The third Intelligent Species to evolve is that of the trolls. This has been reasoned considering their size and that they canonically hatch out of hives and are quite large, putting one in mind of prehistoric reptilian or amphibious creatures. This reasoning would also make sense if they came into being before mammals. They learn to ride large animals such as dinosaurs, and use them for transport — many of them ride flying reptiles, and travel that way rather than via root systems. 
The goblins come next. This is reasoned by the fact that they are described as ‘reptilian’, mainly in comparing Sandor to an armadillo in canon (armadillos are mammals, but seem somewhat reptilian in appearance). This means that they could have come into existence at some point before mammals becoming common and some point after the mass (almost) extinction of many reptilian creatures. They work closely with dwarves and gnomes, and are perhaps the first to discover metalsmithing. They have great endurance, and usually walk to travel, although some have been known to use mounts such as large horses and elephants.  
Next are the ogres, which possibly have evolved from a large species of primate. They are cave-dwellers, and their forays into bioluminescence and the use of microbes begin quite early (this may have something to do with the gnomish influences on their ancient society, and the way in which this would have emphasised the importance of life in all its forms). Their society is influenced by dwarves in their habitation, and by goblins in some of their weaponry. However, they also have unique customs.
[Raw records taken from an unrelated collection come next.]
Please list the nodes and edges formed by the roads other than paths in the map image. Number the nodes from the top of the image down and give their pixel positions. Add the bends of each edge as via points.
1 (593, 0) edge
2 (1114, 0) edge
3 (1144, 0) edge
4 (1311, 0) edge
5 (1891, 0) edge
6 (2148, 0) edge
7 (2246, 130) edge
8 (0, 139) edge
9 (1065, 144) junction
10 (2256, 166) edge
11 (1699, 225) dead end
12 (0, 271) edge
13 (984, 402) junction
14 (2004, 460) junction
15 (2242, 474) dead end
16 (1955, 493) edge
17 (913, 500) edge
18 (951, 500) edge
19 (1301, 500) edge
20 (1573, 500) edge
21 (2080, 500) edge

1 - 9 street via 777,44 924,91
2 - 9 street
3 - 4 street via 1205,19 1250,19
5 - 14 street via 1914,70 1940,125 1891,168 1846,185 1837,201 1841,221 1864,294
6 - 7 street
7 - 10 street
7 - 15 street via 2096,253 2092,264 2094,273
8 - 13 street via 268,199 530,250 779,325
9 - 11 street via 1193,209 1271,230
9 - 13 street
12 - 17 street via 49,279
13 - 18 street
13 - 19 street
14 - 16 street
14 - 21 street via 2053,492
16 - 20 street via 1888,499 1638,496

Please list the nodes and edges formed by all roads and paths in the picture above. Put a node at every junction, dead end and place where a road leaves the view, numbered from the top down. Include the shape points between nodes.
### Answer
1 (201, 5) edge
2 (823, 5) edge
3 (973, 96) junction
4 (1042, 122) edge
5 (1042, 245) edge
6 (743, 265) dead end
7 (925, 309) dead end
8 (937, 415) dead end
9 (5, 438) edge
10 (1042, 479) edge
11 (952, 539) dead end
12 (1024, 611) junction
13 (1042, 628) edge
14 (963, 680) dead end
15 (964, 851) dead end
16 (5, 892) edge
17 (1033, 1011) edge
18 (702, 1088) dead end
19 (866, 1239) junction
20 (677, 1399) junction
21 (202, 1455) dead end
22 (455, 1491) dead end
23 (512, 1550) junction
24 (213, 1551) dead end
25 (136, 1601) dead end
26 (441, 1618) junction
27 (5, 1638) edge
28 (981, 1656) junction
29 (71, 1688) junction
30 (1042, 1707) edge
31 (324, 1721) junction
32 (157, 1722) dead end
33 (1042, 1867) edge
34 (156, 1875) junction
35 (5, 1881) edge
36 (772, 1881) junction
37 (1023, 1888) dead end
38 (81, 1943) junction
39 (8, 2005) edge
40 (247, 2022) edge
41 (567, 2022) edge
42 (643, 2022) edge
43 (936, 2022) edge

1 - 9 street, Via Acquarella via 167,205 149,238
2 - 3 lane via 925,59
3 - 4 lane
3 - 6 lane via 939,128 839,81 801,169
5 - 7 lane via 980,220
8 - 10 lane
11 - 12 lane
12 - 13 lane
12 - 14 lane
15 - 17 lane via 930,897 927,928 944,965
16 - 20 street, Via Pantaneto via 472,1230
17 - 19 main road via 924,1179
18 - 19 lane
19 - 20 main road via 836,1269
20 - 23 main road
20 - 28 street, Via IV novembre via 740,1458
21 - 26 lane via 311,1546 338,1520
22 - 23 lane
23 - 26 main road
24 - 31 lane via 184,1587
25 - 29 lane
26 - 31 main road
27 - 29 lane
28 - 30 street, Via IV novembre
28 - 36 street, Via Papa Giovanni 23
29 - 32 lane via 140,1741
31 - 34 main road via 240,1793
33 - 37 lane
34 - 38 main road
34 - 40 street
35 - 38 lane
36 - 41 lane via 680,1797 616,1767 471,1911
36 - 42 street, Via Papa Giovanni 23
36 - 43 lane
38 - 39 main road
The most primitive elves and humans begin to appear in Africa about seven million years ago. Elves’ lives grow longer as they evolve, while humans separate from them and evolve to have shorter lifespans. Humans do not generally come under much influence of the other species at first, nor do the elves. Elves and humans begin to move out of Africa 1.8 million years before the present day, and spread over the world. Elves’ initial vocabularies are starting to become standardised (their communities develop language a good deal before humans, as it is instinctive to them). Writing has not yet been developed by the Elves, although the other species (save for the gnomes) have some form of writing and/or record keeping. The first abilities among elves start appearing about 500,000 years ago, and humans as archaic homo sapiens begin appearing around 300,000 years ago. 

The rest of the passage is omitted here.